One of the joys of the French Concession is that the roads are lined with large trees which bow across the road to create a green canopy in the summer. I was, therefore, mildly alarmed to read that Shanghai's council is to spend 3m Yuan on cutting down trees in Shanghai. This seemed particularly surprising given China's much publicised campaign to plant trees in order to stop the shrinking desert sands from invading the cities. This sounds like a contradiction but if I understand it correctly, the deforrestation causes the sand to blow away so the deserts are shrinking and the sand is invading the cities.

Visions of trees crashing down all over the French Concession as local government policy struck home did not seem too far fetched given that some London councils are allegedly going to cut down all the lime trees in their boroughs to prevent personal injury claims from people who slip on the residue. Further reading revealed, however, that only trees which were planted less than four metres from housing or those causing severe insect problems would be targetted. Apparently, in many houses and apartment blocks, people look out on a Jack and the Beanstalk like view where the foliage obscures everything else so they get no natural light through the windows. Whether this is due to expanding buildings or poor landscape gardening, I do not know.

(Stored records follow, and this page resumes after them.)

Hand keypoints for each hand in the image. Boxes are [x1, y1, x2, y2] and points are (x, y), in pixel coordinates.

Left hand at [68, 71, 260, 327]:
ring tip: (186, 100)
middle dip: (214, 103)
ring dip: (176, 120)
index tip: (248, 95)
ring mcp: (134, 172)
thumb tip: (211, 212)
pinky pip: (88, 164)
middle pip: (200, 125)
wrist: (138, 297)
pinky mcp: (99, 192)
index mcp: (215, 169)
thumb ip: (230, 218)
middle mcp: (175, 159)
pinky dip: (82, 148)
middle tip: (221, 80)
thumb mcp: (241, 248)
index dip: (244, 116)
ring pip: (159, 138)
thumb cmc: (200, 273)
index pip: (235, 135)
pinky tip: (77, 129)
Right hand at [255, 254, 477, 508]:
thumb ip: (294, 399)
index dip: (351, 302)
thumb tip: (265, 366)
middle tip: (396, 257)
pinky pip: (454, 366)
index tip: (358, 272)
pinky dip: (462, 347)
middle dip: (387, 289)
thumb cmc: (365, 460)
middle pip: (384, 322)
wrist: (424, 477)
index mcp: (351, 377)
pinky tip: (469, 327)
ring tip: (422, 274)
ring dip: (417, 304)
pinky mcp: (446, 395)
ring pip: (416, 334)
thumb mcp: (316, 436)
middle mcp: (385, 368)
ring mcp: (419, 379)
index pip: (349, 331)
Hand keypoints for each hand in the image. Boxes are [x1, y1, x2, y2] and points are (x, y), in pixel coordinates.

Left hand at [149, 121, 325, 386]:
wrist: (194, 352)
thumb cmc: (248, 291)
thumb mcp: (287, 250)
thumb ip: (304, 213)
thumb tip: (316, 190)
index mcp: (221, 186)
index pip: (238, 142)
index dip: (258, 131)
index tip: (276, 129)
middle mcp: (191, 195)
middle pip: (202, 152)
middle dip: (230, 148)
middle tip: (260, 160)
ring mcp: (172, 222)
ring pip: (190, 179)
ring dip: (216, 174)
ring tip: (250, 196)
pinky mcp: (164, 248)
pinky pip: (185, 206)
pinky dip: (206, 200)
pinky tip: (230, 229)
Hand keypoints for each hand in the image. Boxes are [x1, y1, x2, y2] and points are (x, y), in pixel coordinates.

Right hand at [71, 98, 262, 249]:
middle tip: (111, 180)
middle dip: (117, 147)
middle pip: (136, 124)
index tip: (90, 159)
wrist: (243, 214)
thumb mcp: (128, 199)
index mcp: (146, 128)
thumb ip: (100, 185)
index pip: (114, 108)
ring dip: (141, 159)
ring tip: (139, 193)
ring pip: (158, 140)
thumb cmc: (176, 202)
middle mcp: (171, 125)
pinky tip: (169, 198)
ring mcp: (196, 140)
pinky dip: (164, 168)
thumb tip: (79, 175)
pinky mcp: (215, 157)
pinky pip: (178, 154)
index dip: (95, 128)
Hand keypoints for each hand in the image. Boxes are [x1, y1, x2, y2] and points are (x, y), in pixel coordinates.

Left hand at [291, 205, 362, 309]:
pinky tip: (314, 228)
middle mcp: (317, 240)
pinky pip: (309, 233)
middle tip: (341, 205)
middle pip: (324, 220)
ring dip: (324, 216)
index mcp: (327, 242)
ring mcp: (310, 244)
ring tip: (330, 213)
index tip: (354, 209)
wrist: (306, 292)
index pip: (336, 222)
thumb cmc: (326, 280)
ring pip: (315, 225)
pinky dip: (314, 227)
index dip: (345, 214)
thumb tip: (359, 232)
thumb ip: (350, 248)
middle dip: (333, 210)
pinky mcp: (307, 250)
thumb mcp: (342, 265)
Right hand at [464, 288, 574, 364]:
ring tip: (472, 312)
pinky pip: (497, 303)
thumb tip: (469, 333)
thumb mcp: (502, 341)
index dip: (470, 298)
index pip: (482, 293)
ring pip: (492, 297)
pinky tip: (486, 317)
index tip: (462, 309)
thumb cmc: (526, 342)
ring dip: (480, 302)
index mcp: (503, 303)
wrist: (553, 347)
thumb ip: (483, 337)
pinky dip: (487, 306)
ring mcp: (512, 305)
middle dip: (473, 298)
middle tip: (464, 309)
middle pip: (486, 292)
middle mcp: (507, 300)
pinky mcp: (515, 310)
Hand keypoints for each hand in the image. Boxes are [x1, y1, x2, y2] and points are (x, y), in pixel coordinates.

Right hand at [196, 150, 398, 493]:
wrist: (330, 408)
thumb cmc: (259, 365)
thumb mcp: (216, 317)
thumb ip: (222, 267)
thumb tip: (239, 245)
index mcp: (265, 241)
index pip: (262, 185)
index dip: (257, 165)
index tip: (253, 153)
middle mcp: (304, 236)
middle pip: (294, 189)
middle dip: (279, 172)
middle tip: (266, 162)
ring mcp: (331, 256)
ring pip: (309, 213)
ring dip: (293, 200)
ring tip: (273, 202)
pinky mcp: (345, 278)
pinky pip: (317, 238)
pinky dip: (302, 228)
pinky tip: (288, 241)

On the subject of desertification, the key note speaker at a recent conference on desertification (is this a technical term?) in Beijing claimed that only 30% of the sand storms in China actually originated from China and the rest were "foreign invaders". He went on to say that despite being blamed for many of Asia's sandstorms, China only produces a third of the world's sandstorms - the other major culprits are Asia's near neighbours, Africa, the US and Australia. OK.